* WORK ORDER:
Find every line in the records that holds the string "italic". Copy each one.

Saved data entries:
+===+

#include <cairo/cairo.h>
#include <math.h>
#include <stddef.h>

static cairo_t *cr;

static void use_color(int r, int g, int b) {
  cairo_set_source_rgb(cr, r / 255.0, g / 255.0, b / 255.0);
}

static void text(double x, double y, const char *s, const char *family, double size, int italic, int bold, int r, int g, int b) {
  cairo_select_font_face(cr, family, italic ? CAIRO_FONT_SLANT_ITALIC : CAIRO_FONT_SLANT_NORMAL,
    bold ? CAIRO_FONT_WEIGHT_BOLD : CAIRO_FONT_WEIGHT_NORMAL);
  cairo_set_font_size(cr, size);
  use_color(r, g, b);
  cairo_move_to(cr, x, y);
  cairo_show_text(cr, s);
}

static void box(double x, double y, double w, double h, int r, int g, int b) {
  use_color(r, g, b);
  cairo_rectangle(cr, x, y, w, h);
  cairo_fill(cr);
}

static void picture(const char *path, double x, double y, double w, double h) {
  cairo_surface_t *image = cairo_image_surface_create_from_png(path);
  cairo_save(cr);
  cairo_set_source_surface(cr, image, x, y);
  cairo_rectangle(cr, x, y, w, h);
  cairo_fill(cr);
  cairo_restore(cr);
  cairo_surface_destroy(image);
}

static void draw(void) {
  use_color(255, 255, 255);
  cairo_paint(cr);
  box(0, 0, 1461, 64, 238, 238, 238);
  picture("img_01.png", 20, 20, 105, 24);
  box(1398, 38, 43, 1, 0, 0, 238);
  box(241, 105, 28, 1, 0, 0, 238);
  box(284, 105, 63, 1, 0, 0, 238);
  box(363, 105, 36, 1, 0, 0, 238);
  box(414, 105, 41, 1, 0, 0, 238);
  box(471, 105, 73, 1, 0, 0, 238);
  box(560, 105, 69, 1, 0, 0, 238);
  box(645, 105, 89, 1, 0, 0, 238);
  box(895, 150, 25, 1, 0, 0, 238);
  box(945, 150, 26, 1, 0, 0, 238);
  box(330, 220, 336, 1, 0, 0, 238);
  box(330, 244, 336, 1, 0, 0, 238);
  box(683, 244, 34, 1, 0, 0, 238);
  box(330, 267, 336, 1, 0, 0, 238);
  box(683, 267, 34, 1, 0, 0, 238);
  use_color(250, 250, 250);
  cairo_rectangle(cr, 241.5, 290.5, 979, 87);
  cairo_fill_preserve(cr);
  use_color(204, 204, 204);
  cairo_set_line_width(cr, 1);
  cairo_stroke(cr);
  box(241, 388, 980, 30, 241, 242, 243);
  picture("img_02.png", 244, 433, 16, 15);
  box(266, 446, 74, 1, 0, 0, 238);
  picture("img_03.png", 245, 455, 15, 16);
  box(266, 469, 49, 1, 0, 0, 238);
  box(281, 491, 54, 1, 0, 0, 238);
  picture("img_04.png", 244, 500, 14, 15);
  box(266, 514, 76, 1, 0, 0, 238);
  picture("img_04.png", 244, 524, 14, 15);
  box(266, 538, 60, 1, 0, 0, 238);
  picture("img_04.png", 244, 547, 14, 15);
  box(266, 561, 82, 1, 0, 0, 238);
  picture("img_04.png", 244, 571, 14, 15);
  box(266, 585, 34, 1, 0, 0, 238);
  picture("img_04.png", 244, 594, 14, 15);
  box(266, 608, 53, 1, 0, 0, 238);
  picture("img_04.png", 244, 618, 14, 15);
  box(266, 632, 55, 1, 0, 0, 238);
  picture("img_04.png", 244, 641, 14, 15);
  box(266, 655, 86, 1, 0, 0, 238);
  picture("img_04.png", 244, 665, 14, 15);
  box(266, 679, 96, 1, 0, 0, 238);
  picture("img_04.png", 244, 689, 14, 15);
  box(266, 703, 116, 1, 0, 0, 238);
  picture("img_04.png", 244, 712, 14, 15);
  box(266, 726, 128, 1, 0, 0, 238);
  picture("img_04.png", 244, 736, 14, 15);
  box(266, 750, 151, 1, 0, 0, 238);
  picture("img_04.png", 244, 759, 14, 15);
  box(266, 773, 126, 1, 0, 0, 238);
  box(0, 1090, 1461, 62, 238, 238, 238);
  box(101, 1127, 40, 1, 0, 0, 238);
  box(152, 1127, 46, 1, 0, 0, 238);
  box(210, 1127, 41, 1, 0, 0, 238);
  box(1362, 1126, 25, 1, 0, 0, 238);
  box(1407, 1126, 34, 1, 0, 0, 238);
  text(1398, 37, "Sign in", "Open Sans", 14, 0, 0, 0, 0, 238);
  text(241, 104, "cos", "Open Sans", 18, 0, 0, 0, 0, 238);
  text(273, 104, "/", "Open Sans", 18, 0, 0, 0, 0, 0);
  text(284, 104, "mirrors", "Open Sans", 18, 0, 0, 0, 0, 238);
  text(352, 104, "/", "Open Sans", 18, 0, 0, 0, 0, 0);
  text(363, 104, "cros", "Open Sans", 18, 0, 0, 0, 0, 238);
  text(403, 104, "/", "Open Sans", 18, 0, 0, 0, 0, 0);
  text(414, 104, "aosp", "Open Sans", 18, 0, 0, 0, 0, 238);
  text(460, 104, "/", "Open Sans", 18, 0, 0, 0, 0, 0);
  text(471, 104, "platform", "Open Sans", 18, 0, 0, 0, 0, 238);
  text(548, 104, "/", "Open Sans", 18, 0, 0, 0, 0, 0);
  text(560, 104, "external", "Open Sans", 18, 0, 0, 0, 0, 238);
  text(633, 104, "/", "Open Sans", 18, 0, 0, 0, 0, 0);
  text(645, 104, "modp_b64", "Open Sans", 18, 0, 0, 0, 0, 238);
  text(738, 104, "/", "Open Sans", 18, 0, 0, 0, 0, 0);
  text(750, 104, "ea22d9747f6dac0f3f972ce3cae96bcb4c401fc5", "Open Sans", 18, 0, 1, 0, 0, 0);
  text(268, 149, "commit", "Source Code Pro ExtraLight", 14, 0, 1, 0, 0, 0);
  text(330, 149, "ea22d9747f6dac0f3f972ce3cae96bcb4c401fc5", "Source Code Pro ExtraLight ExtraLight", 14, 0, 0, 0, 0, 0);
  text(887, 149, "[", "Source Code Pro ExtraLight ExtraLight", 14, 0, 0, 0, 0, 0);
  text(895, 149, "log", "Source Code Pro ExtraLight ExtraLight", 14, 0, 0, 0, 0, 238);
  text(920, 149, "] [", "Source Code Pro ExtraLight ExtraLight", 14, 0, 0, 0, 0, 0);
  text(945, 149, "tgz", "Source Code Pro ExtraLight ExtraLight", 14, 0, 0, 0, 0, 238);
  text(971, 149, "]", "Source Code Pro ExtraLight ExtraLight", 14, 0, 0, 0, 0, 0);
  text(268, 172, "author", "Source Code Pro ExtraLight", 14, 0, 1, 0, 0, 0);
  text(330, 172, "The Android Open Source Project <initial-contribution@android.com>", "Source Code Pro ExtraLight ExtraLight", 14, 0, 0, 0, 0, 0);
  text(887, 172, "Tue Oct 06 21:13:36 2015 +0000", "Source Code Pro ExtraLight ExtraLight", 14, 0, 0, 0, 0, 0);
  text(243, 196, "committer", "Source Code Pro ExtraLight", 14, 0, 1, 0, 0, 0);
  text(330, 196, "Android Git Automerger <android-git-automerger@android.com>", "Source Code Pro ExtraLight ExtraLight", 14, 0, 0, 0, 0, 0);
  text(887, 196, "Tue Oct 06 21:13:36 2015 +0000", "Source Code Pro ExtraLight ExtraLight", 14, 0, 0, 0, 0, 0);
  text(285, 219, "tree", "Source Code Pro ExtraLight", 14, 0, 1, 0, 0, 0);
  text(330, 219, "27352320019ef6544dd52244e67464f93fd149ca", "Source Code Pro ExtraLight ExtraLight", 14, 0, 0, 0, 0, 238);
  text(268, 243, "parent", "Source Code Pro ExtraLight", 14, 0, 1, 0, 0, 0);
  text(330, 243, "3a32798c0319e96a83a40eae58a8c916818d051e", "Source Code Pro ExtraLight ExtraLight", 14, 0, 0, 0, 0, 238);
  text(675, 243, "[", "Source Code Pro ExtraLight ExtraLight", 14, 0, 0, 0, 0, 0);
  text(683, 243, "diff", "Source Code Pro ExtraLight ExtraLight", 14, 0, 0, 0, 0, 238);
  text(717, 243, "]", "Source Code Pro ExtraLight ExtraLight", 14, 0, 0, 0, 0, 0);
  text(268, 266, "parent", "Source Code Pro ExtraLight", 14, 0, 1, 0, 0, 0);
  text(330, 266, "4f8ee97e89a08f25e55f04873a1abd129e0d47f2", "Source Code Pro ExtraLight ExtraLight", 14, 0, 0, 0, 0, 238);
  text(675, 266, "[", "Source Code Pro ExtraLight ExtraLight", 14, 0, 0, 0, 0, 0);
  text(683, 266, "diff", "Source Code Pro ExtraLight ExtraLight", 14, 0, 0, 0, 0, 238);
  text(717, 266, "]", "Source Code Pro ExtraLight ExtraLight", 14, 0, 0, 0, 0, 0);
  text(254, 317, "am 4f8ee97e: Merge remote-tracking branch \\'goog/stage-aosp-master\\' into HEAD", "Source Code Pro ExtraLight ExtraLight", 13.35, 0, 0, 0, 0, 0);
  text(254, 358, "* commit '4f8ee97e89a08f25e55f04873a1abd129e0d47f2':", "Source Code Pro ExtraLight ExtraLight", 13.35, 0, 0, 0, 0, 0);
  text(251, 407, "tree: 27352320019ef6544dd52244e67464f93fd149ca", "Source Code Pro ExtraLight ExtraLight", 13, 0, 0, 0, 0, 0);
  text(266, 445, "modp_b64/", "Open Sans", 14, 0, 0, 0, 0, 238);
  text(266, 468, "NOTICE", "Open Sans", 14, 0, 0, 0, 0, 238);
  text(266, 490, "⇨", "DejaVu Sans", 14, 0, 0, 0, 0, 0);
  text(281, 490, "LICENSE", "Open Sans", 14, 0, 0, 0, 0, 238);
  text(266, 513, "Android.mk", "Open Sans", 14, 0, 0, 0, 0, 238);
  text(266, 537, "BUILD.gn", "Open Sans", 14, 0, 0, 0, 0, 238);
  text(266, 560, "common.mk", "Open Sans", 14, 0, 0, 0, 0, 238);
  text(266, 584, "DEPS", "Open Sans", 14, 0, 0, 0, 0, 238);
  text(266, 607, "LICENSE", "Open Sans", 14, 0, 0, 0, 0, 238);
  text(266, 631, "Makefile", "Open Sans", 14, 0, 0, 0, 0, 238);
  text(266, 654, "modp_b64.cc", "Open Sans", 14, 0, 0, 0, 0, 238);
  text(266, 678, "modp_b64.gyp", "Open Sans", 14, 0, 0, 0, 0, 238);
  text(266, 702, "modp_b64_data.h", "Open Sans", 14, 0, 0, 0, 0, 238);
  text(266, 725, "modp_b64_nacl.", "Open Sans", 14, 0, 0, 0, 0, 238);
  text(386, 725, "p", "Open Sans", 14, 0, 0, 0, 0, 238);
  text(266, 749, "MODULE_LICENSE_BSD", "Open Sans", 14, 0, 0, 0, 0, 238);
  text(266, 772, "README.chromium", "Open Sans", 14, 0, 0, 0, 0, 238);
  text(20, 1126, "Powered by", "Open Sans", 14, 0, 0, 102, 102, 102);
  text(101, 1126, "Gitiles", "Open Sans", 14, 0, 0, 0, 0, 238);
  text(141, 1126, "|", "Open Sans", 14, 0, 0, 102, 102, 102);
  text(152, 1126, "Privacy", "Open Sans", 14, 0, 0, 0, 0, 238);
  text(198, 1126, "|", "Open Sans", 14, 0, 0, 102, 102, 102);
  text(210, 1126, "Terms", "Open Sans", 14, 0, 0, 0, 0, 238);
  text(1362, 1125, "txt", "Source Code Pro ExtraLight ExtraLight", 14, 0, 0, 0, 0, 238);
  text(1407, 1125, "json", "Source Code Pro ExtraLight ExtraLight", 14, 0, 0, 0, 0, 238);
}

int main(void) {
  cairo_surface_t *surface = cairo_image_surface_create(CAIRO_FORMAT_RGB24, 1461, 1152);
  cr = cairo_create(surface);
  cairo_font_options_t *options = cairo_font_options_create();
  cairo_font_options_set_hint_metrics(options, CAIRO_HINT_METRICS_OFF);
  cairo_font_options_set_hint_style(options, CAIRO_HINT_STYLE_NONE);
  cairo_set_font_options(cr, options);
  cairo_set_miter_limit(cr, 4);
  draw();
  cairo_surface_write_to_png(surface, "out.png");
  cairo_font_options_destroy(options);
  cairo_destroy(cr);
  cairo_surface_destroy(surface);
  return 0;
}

+===+

* THE ANSWER:
static void text(double x, double y, const char *s, const char *family, double size, int italic, int bold, int r, int g, int b) {
  cairo_select_font_face(cr, family, italic ? CAIRO_FONT_SLANT_ITALIC : CAIRO_FONT_SLANT_NORMAL,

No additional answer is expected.